Re: [RFC PATCH 1/2] time/timekeeping: Fix possible inconsistencies in _COARSE clockids

Posted by John Stultz 10 months, 3 weeks ago

On Sun, Mar 16, 2025 at 9:56 PM Thomas Gleixner <tglx@linutronix.de> wrote:
> On Sat, Mar 15 2025 at 16:22, John Stultz wrote:
> > On Sat, Mar 15, 2025 at 12:23 PM Thomas Gleixner <tglx@linutronix.de> wrote:
> >> > So to fix this, rework the timekeeping_advance() logic a bit
> >> > so that when we are called from do_adjtimex() and the offset
> >> > is smaller then cycle_interval, that we call
> >> > timekeeping_forward(), to first accumulate the sub-interval
> >> > time into xtime_nsec. Then with no unaccumulated cycles in
> >> > offset, we can do the mult adjustment without worry of the
> >> > subtraction having an impact.
> >>
> >> It's a smart solution. I briefly pondered something similar, but I'm not
> >> really fond of the fact, that it causes a clock_was_set() event for no
> >> good reason.
> >>
> >> clock_was_set() means that there is a time jump. But that's absolutely
> >> not the case with do_adjtimex() changing the frequency for quick
> >> adjustments. That does not affect continuity at all.
> >
> > Oh, good point.  I wasn't thinking clearly about the semantics, and
> > was being a little paranoid there (as most calls to
> > timekeeping_forward_now() have clock_was_set() calls that follow). I
> > suspect I can do away with that bit and avoid it.  I'll respin later
> > this week.
>
> Actually your patch is not even emitting a clock_was_set() event:
>
> > +     if (offset < real_tk->cycle_interval) {
> > +             timekeeping_forward(tk, now);
> > +             *clock_set = 1;
> > +             return 0;
> > +     }
>
> #define TK_CLEAR_NTP            (1 << 0)
> #define TK_CLOCK_WAS_SET        (1 << 1)
>
> So it clears NTP instead. Not really what you want either. :)

Hey Thomas,
   Sorry for the slow reply here.   So I agree with you that we don't
want to set clock_set above, that was my mistake. But this last bit I
don't think is right, as timekeeping advance() just returns a bool
(return !!clock_set;), which is used to decide to call clock_was_set()
or not  - not the argument passed to clock_was_set().

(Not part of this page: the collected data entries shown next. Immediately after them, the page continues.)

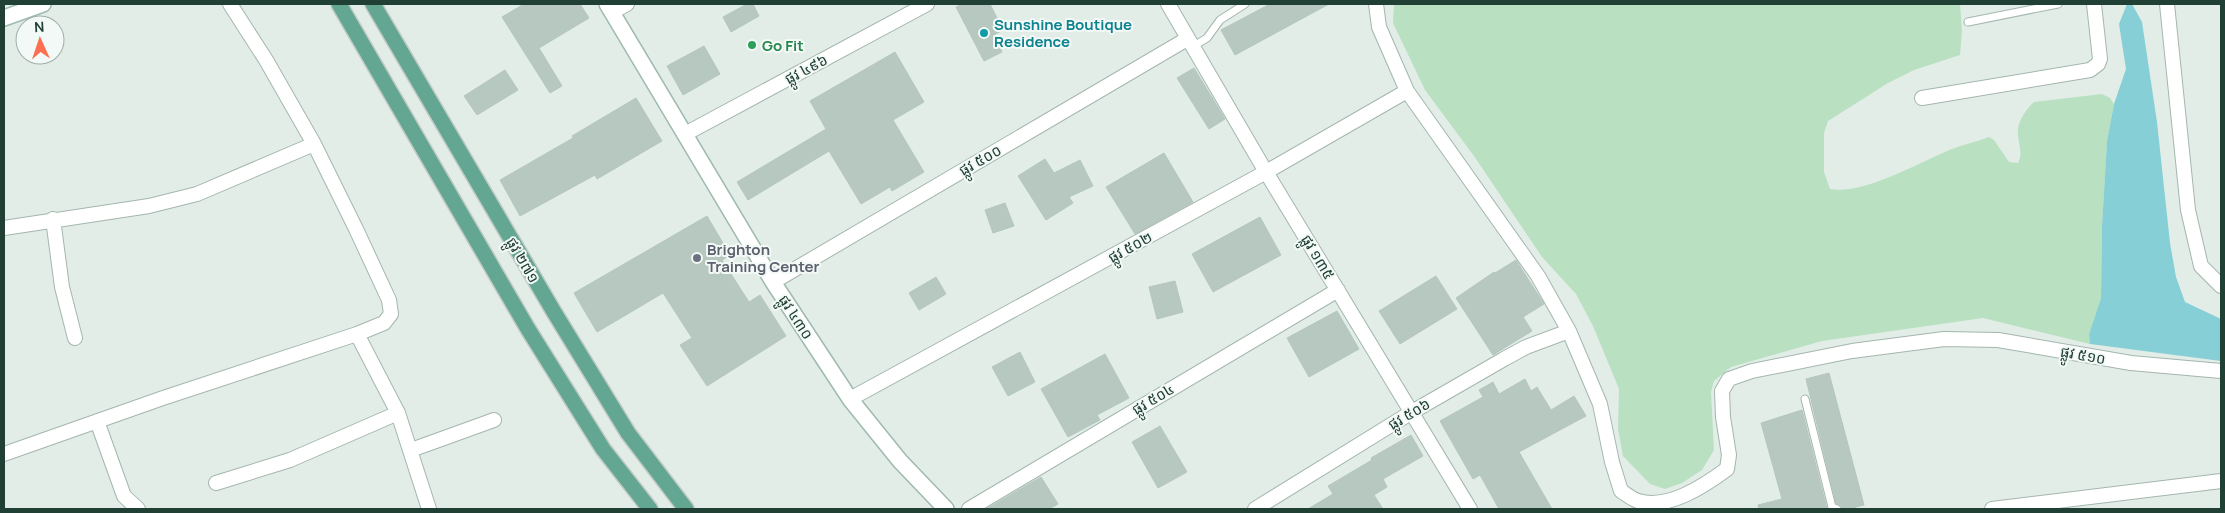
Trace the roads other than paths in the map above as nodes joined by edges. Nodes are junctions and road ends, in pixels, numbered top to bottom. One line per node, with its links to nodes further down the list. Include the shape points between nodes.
1 (43, 4): 14 (street)
2 (230, 4): 20 (street)
3 (339, 4): 43 (main road, ផ្លូវ ២៧១, via 533,337 603,449)
4 (373, 4): 44 (main road, ផ្លូវ ២៧១, via 628,433)
5 (627, 4): 13 (street)
6 (927, 4): 19 (street, ផ្លូវ ៤៩៦)
7 (1168, 4): 16 (street, ផ្លូវ ១៣៥)
8 (1245, 4): 16 (lane, via 1220,20 1207,38)
9 (1376, 4): 17 (street, via 1379,27)
10 (2058, 4): 15 (lane)
11 (2094, 4): 18 (street, via 2100,59 2090,70)
12 (2167, 4): 25 (street, via 2188,210 2201,266)
13 (610, 8): 19 (street, ផ្លូវ ៤៣០)
14 (4, 18)
15 (1968, 22)
16 (1190, 43): 21 (street, ផ្លូវ ១៣៥); 24 (street, ផ្លូវ ៥០០)
17 (1407, 91): 21 (street, ផ្លូវ ៥០២); 27 (street, via 1538,276)
18 (1922, 98)
19 (685, 134): 24 (street, ផ្លូវ ៤៣០)
20 (314, 144): 22 (street, via 197,194 149,206); 28 (street, via 389,300 391,314 384,322)
21 (1266, 172): 26 (street, ផ្លូវ ១៣៥); 31 (street, ផ្លូវ ៥០២)
22 (53, 219): 23 (street); 29 (street, via 62,287)
23 (4, 228)
24 (773, 282): 31 (street, ផ្លូវ ៤៣០)
25 (2221, 286)
26 (1338, 290): 33 (street, ផ្លូវ ១៣៥); 46 (street, ផ្លូវ ៥០៤)
27 (1569, 331): 30 (street, ផ្លូវ ៥១០, via 1600,404 1621,491 1637,500 1656,504 1700,489 1727,469 1729,455 1722,390 1729,379 1752,371 1852,351 1944,339 1998,340 2131,363); 33 (street, ផ្លូវ ៥០៦, via 1526,347)
28 (357, 334): 34 (street); 36 (street)
29 (75, 338)
30 (2221, 372)
31 (850, 399): 45 (street, ផ្លូវ ៤៣០, via 900,461)
32 (1806, 399): 49 (lane, via 1832,506)
33 (1412, 412): 47 (street, ផ្លូវ ៥០៦); 48 (street, ផ្លូវ ១៣៥)
34 (398, 413): 37 (street); 40 (street, via 290,460)
35 (494, 420): 37 (street)
36 (97, 421): 38 (street); 41 (street, via 124,496)
37 (411, 450): 42 (street)
38 (4, 454)
39 (2221, 481): 50 (street)
40 (216, 483)
41 (138, 509)
42 (429, 509)
43 (650, 509)
44 (686, 509)
45 (946, 509)
46 (969, 509)
47 (1255, 509)
48 (1470, 509)
49 (1837, 509)
50 (1992, 509)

> But yes, it simply can forward the clock without side effects.
>
> I think that this should be done for all TICK_ADV_FREQ adjustments. In
> case of such asynchronous adjustments it does not make any sense to take
> the old ntp_error value into account and accumlate some more. In fact
> this simply should clear ntp_error so the new value goes into effect as
> provided by NTP and not skewed by ntp_error.
>
> These async adjustments (usually very small ones) happen when the
> current source degrades and chronyd/ntpd switches over to a new server.
>
> Something like the below.

So I finally got a chance to look at the diff between your change and
mine, and your changes look good to me. Thanks again for catching the
clock_set thinko, and I agree clearing ntp_error looks like the right
thing to do.  I'm going to do some testing here with them and resubmit
shortly.

thanks
-john

Re: [RFC PATCH 1/2] time/timekeeping: Fix possible inconsistencies in _COARSE clockids

Posted by Thomas Gleixner 10 months, 3 weeks ago

On Thu, Mar 20 2025 at 19:01, John Stultz wrote:
> On Sun, Mar 16, 2025 at 9:56 PM Thomas Gleixner <tglx@linutronix.de> wrote:
>> #define TK_CLEAR_NTP            (1 << 0)
>> #define TK_CLOCK_WAS_SET        (1 << 1)
>>
>> So it clears NTP instead. Not really what you want either. :)
>
> Hey Thomas,
>    Sorry for the slow reply here.   So I agree with you that we don't
> want to set clock_set above, that was my mistake. But this last bit I
> don't think is right, as timekeeping advance() just returns a bool
> (return !!clock_set;), which is used to decide to call clock_was_set()
> or not  - not the argument passed to clock_was_set().

timekeeping_advance() also uses the clock_set internally.

      clock_set |= ....
      timekeeping_update_from_shadow(..., clock_set);

timekeeping_update_from_shadow() evaluates the TK... bits.

Thanks,

        tglx

[RFC PATCH 2/2] selftests/timers: Improve skew_consistency by testing with other clockids

Posted by John Stultz 10 months, 4 weeks ago

Lei Chen reported a bug with CLOCK_MONOTONIC_COARSE having
inconsistencies when NTP is adjusting the clock frequency.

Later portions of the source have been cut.